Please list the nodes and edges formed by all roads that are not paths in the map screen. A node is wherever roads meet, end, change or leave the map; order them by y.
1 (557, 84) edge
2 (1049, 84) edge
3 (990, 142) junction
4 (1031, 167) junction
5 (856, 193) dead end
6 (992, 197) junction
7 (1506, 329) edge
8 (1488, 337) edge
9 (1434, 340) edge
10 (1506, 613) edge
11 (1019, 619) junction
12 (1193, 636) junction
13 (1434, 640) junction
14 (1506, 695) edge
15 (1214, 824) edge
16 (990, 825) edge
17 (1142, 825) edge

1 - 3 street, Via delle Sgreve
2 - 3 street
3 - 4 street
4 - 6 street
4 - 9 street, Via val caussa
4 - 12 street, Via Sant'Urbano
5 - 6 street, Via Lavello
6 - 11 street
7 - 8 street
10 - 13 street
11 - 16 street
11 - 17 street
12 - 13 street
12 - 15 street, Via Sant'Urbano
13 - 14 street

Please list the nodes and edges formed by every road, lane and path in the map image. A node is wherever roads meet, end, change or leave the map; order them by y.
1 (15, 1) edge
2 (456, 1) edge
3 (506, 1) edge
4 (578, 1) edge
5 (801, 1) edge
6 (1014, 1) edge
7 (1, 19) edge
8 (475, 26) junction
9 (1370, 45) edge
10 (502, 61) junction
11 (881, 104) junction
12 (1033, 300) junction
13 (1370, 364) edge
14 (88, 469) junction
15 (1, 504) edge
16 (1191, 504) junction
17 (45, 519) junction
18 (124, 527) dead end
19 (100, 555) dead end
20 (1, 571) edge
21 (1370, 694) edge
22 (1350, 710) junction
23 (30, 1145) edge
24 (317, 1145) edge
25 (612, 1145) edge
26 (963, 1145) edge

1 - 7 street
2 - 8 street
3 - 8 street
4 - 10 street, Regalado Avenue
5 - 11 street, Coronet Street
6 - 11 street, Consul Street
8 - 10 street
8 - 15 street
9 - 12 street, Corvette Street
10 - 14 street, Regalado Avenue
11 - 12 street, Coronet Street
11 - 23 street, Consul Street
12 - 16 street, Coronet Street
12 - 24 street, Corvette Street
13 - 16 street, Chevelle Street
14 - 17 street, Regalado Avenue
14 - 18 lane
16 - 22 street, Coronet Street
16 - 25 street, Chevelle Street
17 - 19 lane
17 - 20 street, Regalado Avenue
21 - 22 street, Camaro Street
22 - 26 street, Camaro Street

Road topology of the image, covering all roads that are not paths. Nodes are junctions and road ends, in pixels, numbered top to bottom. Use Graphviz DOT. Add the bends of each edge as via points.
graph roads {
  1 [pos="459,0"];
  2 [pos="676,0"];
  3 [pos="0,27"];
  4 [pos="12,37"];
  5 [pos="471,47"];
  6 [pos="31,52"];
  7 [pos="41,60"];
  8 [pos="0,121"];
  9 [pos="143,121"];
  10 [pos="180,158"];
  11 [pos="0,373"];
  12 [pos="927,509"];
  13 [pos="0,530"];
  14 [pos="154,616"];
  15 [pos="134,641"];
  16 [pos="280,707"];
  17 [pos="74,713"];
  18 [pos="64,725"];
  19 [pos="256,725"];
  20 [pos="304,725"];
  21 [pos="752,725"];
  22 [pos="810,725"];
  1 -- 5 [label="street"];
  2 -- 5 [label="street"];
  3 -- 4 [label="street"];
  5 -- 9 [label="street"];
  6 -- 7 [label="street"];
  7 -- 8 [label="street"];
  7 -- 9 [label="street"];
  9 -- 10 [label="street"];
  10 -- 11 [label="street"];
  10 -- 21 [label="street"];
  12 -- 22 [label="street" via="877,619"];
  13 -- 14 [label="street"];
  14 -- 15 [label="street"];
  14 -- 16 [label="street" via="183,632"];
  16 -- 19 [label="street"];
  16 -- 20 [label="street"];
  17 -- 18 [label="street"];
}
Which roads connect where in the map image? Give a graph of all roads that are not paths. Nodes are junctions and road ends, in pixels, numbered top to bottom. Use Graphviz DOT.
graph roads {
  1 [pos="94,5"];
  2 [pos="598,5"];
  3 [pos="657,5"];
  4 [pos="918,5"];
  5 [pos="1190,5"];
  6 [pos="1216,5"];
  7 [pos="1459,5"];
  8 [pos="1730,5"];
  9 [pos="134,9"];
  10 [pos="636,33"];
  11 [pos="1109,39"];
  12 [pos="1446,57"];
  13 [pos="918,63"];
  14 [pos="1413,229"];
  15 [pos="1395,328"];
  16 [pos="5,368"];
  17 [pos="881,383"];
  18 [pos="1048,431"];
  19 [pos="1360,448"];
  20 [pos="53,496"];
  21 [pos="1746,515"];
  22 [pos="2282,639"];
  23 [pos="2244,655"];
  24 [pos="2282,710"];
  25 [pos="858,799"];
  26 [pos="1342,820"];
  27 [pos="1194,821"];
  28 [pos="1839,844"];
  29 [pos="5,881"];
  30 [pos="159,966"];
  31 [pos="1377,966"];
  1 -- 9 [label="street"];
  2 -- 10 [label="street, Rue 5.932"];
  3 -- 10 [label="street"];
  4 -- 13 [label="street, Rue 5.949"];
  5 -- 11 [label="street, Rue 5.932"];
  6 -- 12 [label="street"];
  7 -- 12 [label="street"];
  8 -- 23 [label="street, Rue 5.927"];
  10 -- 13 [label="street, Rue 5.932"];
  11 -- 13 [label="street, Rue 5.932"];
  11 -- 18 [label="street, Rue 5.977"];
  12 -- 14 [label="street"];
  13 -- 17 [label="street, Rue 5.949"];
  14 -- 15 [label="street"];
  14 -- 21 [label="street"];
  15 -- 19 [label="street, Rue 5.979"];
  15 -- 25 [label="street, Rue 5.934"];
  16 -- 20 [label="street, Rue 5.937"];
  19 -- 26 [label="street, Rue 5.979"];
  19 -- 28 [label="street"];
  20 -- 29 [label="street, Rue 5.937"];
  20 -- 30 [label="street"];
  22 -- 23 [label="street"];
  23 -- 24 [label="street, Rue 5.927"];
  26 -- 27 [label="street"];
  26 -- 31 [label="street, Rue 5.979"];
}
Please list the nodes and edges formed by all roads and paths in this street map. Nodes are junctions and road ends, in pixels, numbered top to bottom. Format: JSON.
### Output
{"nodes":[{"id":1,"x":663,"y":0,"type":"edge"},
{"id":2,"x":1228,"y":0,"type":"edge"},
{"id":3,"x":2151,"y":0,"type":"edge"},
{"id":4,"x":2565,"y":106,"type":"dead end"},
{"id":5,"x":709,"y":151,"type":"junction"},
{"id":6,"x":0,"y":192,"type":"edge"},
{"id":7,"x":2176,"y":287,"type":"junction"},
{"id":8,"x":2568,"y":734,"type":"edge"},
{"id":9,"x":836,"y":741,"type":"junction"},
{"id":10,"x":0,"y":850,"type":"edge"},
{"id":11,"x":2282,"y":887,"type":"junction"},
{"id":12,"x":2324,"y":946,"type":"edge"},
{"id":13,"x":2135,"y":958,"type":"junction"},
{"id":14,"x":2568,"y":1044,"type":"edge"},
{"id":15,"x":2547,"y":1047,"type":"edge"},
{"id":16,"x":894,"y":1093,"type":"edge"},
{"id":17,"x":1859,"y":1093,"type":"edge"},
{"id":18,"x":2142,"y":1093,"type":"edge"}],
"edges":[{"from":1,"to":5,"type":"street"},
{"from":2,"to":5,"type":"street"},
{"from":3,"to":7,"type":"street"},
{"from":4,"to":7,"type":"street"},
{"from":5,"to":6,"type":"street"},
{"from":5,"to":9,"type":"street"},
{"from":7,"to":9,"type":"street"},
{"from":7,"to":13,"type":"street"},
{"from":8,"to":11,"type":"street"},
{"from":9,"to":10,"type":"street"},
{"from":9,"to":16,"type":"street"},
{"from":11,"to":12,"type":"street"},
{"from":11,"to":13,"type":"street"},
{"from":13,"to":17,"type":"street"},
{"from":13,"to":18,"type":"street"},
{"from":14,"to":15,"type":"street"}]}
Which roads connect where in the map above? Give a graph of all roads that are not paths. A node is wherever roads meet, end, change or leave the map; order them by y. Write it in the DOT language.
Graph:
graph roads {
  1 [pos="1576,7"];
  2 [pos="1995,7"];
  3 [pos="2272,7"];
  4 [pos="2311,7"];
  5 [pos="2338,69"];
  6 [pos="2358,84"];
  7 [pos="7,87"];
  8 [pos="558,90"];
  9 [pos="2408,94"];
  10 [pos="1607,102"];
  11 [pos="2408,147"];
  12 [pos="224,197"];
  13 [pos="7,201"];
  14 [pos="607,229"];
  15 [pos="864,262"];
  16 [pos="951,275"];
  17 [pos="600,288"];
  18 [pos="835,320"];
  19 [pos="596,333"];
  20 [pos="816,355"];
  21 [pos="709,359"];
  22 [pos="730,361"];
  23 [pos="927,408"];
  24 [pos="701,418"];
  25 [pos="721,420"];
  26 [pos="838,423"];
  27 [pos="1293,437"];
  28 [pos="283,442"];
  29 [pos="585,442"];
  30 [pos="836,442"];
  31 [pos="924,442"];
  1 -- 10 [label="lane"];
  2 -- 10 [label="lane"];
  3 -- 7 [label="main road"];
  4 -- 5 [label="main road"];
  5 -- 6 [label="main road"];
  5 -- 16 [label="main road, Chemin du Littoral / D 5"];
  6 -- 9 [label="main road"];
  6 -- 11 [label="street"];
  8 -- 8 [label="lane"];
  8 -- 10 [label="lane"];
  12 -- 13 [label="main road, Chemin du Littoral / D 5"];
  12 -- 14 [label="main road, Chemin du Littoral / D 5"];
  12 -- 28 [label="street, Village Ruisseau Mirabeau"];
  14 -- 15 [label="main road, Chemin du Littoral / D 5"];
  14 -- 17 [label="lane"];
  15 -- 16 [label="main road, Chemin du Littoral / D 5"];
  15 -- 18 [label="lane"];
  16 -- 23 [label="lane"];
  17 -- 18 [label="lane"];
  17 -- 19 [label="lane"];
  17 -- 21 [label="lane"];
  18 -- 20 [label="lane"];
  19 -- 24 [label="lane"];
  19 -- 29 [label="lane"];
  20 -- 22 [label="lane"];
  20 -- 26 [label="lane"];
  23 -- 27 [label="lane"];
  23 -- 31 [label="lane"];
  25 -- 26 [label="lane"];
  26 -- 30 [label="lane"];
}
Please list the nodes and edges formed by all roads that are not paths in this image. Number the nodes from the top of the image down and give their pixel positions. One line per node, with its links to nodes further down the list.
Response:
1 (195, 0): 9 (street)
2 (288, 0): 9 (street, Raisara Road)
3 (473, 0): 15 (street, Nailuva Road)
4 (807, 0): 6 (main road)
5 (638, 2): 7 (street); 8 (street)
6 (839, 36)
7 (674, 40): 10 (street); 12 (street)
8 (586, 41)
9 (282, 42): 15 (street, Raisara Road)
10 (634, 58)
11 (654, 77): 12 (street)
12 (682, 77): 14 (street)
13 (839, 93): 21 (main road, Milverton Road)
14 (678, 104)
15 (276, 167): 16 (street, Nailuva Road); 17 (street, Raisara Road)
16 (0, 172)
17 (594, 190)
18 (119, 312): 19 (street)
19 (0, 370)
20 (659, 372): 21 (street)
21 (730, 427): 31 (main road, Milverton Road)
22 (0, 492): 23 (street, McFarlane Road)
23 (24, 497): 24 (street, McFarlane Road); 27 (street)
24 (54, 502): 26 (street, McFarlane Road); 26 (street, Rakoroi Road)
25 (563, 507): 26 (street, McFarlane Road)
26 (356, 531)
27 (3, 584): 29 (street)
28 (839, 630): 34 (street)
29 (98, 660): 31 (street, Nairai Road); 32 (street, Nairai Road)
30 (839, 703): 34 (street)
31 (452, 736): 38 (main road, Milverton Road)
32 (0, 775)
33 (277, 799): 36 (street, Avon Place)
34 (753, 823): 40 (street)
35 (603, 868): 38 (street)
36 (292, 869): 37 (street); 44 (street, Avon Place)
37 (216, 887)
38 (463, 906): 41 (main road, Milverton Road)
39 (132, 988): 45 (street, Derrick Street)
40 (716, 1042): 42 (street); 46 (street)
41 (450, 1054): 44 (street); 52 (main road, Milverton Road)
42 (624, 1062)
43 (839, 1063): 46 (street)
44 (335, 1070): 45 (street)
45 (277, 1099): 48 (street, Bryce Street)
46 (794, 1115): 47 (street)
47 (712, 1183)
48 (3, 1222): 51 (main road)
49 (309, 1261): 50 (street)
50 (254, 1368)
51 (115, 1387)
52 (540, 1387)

• _Prompt_:
Extract, from the material above, each line holding the word "Chevelle".

• _Reply to the task_:
13 - 16 street, Chevelle Street
16 - 25 street, Chevelle Street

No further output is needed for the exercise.